## EXERCISE
Give the number of lines in these entries that contain "Right", and nothing more.

## RAW DATA
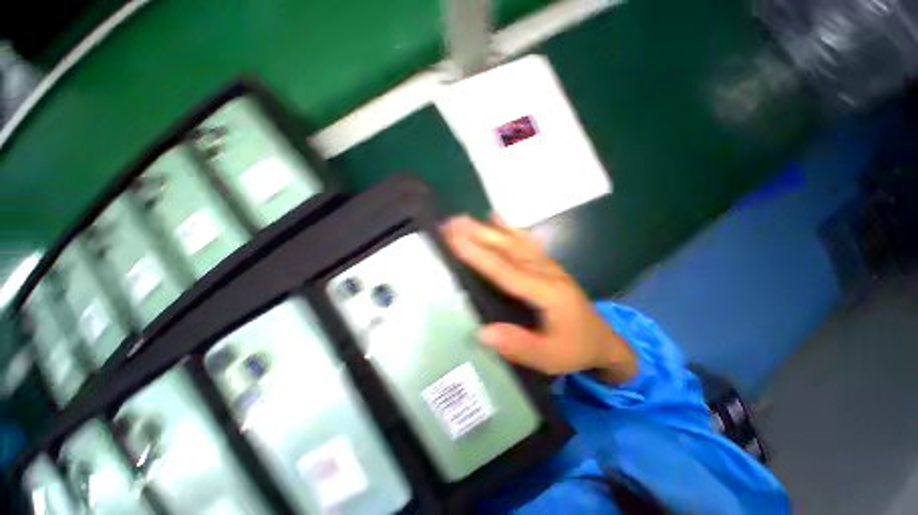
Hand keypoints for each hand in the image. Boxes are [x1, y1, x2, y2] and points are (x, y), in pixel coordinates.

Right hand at [443, 214, 637, 382]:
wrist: (603, 340)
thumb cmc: (575, 349)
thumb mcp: (549, 358)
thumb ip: (517, 345)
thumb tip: (481, 332)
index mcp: (547, 293)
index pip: (506, 271)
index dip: (479, 255)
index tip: (455, 241)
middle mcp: (546, 272)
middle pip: (508, 248)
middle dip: (478, 234)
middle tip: (451, 223)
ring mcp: (547, 265)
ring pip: (515, 241)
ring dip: (488, 228)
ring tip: (464, 218)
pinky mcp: (547, 264)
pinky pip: (525, 241)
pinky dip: (509, 227)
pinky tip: (497, 217)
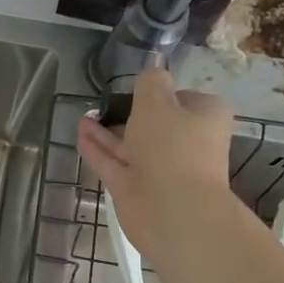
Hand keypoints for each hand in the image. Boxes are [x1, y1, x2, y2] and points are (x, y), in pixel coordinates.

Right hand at [77, 67, 234, 260]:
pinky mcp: (135, 187)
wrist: (171, 208)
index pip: (183, 98)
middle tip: (104, 102)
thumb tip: (153, 74)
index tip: (135, 89)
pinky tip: (79, 133)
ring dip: (107, 131)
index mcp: (204, 118)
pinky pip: (113, 162)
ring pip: (130, 144)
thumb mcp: (157, 101)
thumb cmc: (171, 146)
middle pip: (155, 124)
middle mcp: (185, 142)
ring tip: (84, 115)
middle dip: (129, 114)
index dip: (160, 93)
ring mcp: (159, 168)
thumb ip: (150, 83)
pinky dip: (97, 148)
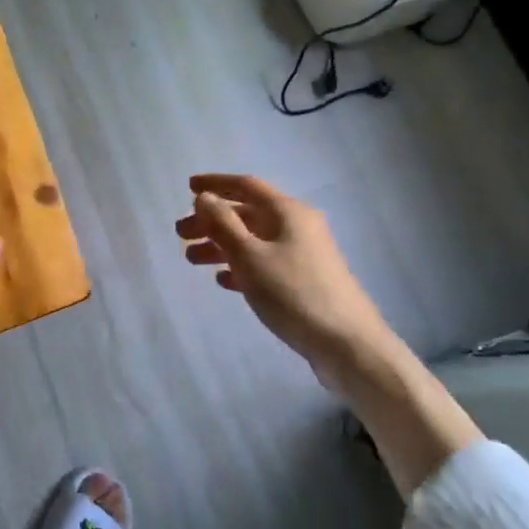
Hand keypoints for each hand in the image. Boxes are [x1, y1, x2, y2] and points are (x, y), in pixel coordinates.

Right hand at [175, 174, 394, 387]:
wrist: (347, 344)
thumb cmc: (293, 293)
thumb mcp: (250, 256)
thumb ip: (223, 224)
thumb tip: (204, 197)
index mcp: (288, 212)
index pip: (245, 186)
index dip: (215, 184)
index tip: (188, 187)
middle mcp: (298, 226)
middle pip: (247, 214)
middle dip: (212, 221)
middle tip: (181, 234)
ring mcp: (304, 255)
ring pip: (254, 241)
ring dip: (222, 246)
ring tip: (192, 260)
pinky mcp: (305, 281)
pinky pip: (265, 264)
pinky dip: (241, 267)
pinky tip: (223, 280)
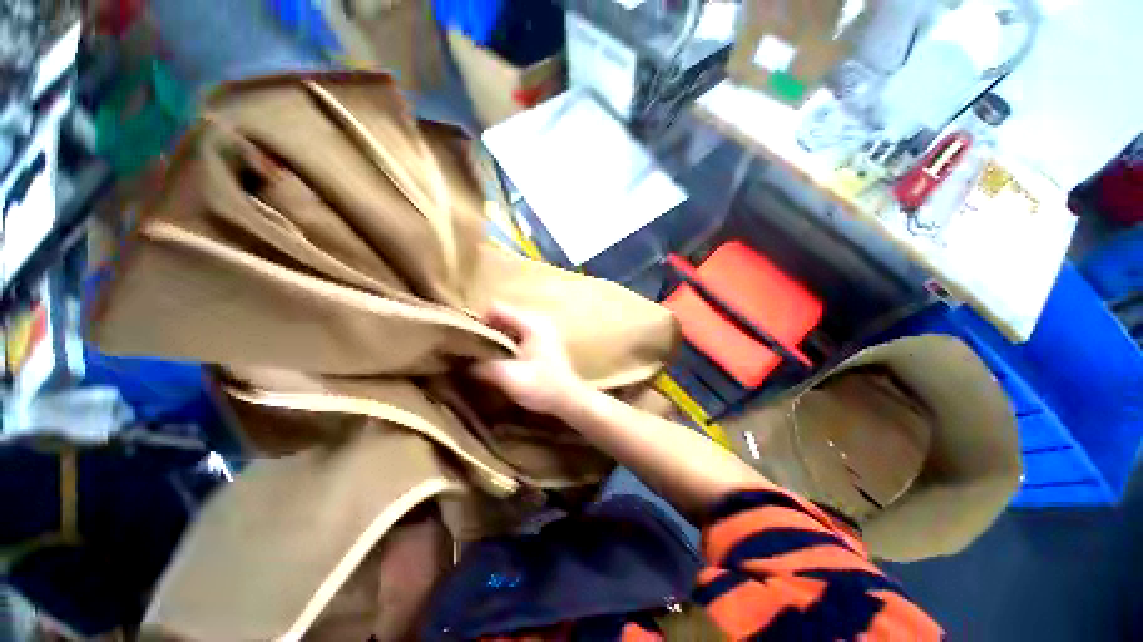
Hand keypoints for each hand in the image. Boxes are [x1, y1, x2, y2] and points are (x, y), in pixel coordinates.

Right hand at [470, 303, 586, 415]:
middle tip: (473, 350)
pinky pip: (518, 335)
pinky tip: (501, 360)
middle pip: (503, 316)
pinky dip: (507, 343)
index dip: (478, 321)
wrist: (569, 401)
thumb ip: (485, 367)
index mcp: (532, 323)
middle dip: (487, 331)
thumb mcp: (510, 378)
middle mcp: (538, 321)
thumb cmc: (543, 387)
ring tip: (484, 356)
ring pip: (510, 326)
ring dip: (496, 339)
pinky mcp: (544, 341)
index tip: (467, 340)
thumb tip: (464, 363)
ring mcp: (543, 330)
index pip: (497, 308)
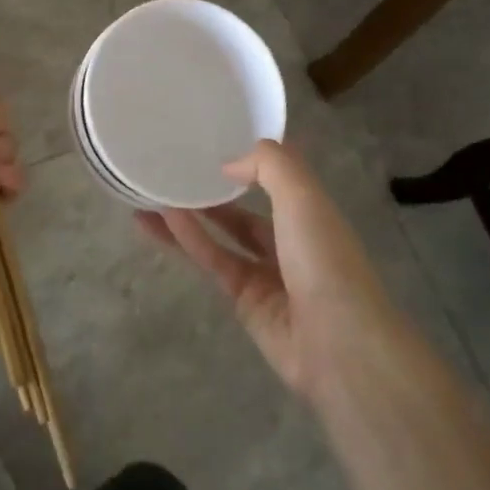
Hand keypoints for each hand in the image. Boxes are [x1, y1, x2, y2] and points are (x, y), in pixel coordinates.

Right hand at [137, 140, 404, 402]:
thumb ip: (268, 165)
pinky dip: (188, 239)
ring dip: (190, 215)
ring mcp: (266, 273)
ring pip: (222, 236)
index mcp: (313, 213)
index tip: (213, 144)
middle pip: (245, 211)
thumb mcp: (302, 196)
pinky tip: (160, 219)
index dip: (249, 163)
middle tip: (174, 171)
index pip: (278, 181)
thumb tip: (229, 165)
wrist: (337, 344)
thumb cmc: (324, 259)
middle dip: (213, 193)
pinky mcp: (244, 301)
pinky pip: (213, 260)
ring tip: (151, 193)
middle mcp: (290, 241)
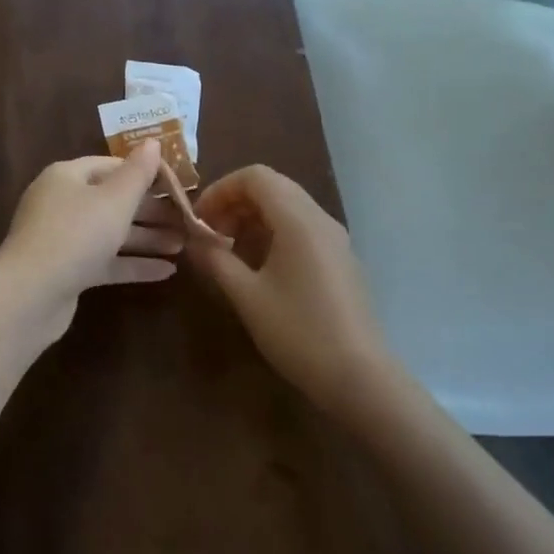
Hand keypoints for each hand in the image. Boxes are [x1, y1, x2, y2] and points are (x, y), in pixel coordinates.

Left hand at [0, 141, 182, 331]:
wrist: (30, 295)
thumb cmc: (76, 235)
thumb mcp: (114, 200)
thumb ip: (138, 173)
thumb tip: (153, 142)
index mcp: (67, 176)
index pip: (111, 166)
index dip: (145, 173)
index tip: (177, 186)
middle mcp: (62, 203)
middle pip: (113, 200)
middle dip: (150, 211)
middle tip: (186, 220)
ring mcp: (63, 238)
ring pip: (111, 232)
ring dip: (147, 238)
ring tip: (183, 246)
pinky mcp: (67, 270)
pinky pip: (105, 261)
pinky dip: (133, 263)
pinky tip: (166, 272)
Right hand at [186, 166, 389, 417]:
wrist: (360, 377)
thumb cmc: (298, 331)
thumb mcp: (246, 296)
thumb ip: (215, 259)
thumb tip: (193, 240)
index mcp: (298, 219)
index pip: (255, 176)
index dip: (221, 189)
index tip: (199, 219)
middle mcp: (320, 219)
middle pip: (272, 187)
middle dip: (234, 203)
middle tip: (210, 235)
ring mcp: (335, 239)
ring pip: (287, 207)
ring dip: (253, 219)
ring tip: (229, 252)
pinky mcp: (340, 259)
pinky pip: (301, 228)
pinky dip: (273, 233)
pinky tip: (259, 268)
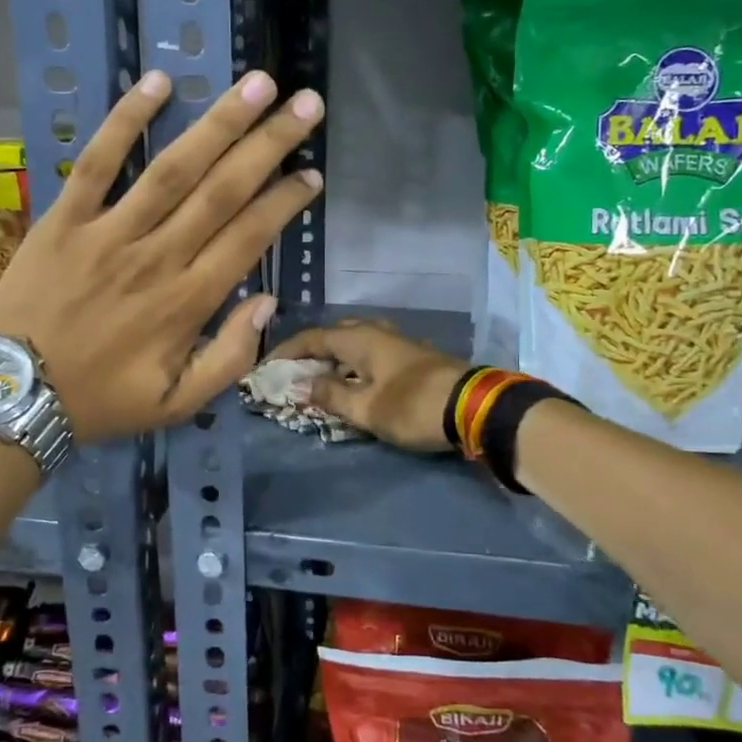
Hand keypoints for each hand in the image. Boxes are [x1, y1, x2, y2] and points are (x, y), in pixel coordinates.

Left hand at [0, 69, 323, 444]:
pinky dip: (126, 120)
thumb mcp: (178, 403)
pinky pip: (97, 161)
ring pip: (173, 168)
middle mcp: (157, 257)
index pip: (249, 236)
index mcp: (188, 301)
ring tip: (257, 84)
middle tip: (306, 105)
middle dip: (270, 145)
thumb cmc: (100, 400)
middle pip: (223, 190)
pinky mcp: (64, 218)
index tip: (312, 173)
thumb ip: (231, 359)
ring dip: (219, 123)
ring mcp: (109, 232)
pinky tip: (158, 82)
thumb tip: (266, 302)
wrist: (11, 393)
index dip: (285, 201)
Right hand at [267, 321, 465, 452]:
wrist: (474, 407)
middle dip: (312, 352)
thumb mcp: (366, 408)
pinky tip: (353, 384)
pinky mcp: (413, 358)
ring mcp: (398, 343)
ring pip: (355, 343)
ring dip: (335, 359)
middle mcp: (377, 332)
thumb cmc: (413, 406)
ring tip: (320, 380)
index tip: (267, 367)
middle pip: (335, 335)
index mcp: (360, 338)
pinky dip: (354, 366)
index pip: (313, 337)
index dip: (287, 351)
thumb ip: (332, 395)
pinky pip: (372, 354)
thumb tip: (303, 384)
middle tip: (295, 373)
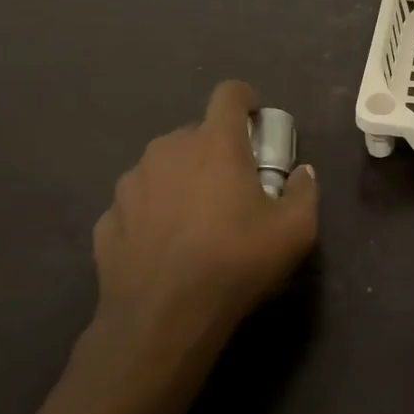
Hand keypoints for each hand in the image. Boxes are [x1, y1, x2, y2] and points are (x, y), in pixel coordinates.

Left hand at [90, 80, 319, 374]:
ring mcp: (131, 182)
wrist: (161, 319)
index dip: (246, 100)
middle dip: (216, 150)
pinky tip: (164, 248)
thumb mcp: (294, 232)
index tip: (256, 123)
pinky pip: (138, 203)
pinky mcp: (108, 217)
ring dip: (182, 180)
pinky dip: (153, 214)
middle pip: (197, 133)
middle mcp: (168, 149)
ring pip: (164, 166)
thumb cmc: (234, 263)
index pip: (229, 94)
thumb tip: (302, 174)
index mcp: (214, 143)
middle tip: (233, 188)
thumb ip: (304, 192)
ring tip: (195, 222)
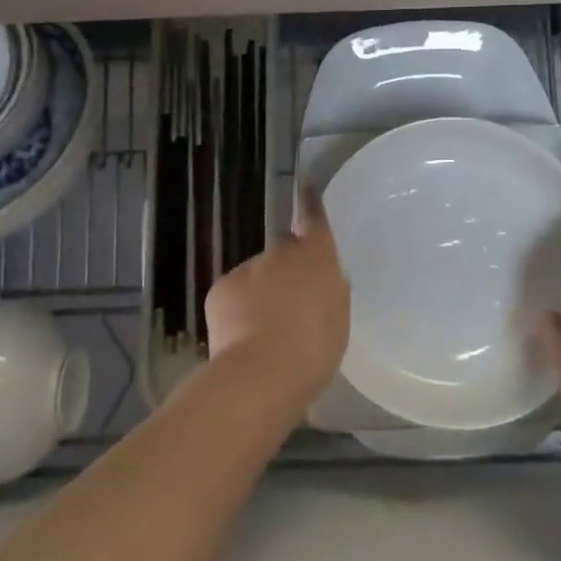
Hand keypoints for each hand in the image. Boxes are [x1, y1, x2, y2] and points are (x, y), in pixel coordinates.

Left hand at [204, 188, 350, 417]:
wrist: (260, 372)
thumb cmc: (314, 348)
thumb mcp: (338, 320)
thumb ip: (331, 291)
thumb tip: (323, 281)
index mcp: (317, 257)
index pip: (314, 219)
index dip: (311, 204)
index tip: (306, 188)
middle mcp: (281, 252)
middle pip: (285, 253)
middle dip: (288, 272)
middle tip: (294, 308)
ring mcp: (248, 267)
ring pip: (257, 276)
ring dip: (262, 294)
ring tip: (266, 333)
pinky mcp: (221, 288)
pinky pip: (234, 293)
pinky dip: (238, 310)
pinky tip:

## OUTPUT OF THE TASK
7